Studio album by April Wine
- Released: May 1993
- Recorded: 1993
- Studios: Metalworks Studios, Mississauga, Ontario, Canada
- Genres: Rock, hard rock
- Length: 54:49
- Labels: FRE, MCA
- Producers: Myles Goodwyn, Co-produced George Lagios

April Wine chronology
| The April Wine Collection (1992) | Attitude (1993) | Frigate (1994) |

= Attitude (April Wine album) =

Attitude is the thirteenth studio album by the Canadian rock band April Wine, released in May 1993 (see 1993 in music). It was the band's first album since their break-up in the mid 1980s. The boy on the front cover of the album is Myles Goodwyn's son.

Professional ratings
Review scores
| Source | Rating |
| Allmusic | Star |

== Track listing ==
All tracks written by Myles Goodwyn unless otherwise noted.
1. "Givin it, Takin it" – 4:10
2. "Good From Far, Far From Good" – 3:38
3. "If You Believe in Me" (Stewart Gray, Michael Todd Kennedy ) – 4:17
4. "That's Love" – 3:55
5. "It Hurts" – 3:56
6. "Hour of Need" – 2:41
7. "Here's Looking at You Kid" – 4:08
8. "Strange Kind of Love" – 4:03
9. "Can't Take Another Nite" (B. Greenway, Jeff Nystrom) – 4:05
10. "Luv Your Stuff" – 3:05
11. "Emotional Dreams" – 4:11
12. "Voice in My Heart" (S. Gray, T. Kennedy) – 4:02
13. "Girl in My Dreams" – 4:18

== Personnel ==
- Myles Goodwyn – lead vocals, guitars, keyboards
- Brian Greenway – guitars, background vocals, harmonica
- Steve Segal – guitars
- Jim Clench – bass, background vocals
- Jerry Mercer – drums

Additional keyboards by: Jean St.

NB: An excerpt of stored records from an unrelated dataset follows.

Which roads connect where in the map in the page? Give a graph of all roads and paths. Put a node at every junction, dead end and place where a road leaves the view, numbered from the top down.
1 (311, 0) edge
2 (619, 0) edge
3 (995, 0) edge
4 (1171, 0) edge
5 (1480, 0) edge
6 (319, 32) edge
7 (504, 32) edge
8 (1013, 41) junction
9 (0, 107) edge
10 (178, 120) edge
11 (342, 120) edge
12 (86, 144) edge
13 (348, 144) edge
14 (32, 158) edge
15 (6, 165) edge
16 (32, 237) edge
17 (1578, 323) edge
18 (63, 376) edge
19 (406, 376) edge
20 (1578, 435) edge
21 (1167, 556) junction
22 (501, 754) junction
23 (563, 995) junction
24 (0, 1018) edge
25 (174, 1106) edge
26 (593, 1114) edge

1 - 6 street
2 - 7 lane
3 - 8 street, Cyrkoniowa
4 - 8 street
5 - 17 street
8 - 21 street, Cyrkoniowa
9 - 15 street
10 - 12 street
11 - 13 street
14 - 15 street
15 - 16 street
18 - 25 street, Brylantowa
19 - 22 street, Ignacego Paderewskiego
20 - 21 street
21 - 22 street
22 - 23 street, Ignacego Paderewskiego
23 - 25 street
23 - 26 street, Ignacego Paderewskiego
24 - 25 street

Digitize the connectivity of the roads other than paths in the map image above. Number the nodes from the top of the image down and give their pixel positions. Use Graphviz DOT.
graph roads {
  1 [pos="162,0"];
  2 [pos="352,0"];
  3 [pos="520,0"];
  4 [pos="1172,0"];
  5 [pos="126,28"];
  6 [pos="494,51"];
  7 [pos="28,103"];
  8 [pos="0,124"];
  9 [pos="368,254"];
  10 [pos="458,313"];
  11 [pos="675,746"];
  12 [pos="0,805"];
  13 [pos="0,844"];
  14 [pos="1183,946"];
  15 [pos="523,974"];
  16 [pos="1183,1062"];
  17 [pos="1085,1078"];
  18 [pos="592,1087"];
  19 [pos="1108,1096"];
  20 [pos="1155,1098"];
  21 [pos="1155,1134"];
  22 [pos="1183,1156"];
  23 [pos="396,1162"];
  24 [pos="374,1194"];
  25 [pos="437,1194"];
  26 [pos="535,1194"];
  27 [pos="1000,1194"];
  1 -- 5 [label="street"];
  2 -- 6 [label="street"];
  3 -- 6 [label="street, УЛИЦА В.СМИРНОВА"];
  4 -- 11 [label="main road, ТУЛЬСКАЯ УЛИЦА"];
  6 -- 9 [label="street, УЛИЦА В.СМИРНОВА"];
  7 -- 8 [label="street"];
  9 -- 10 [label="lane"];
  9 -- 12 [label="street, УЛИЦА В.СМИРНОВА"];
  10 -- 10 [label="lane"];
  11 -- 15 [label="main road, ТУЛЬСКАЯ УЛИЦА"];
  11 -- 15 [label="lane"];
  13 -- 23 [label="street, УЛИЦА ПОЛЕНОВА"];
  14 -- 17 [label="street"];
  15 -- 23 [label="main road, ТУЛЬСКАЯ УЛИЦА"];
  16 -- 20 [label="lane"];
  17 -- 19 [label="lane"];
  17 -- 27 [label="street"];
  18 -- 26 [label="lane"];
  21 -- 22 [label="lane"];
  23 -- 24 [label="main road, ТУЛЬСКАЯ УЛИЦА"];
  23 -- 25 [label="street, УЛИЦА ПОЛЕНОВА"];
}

Jacques and George Lagios

==Charts==

| Chart (1993) | Peak position |
|---|---|
| Canada Top Albums/CDs (RPM) | 19 |

==Certifications==

| Region | Certification | Certified units/sales |
| Canada (Music Canada) | Gold | 50,000^{^} |
^{^} Shipments figures based on certification alone.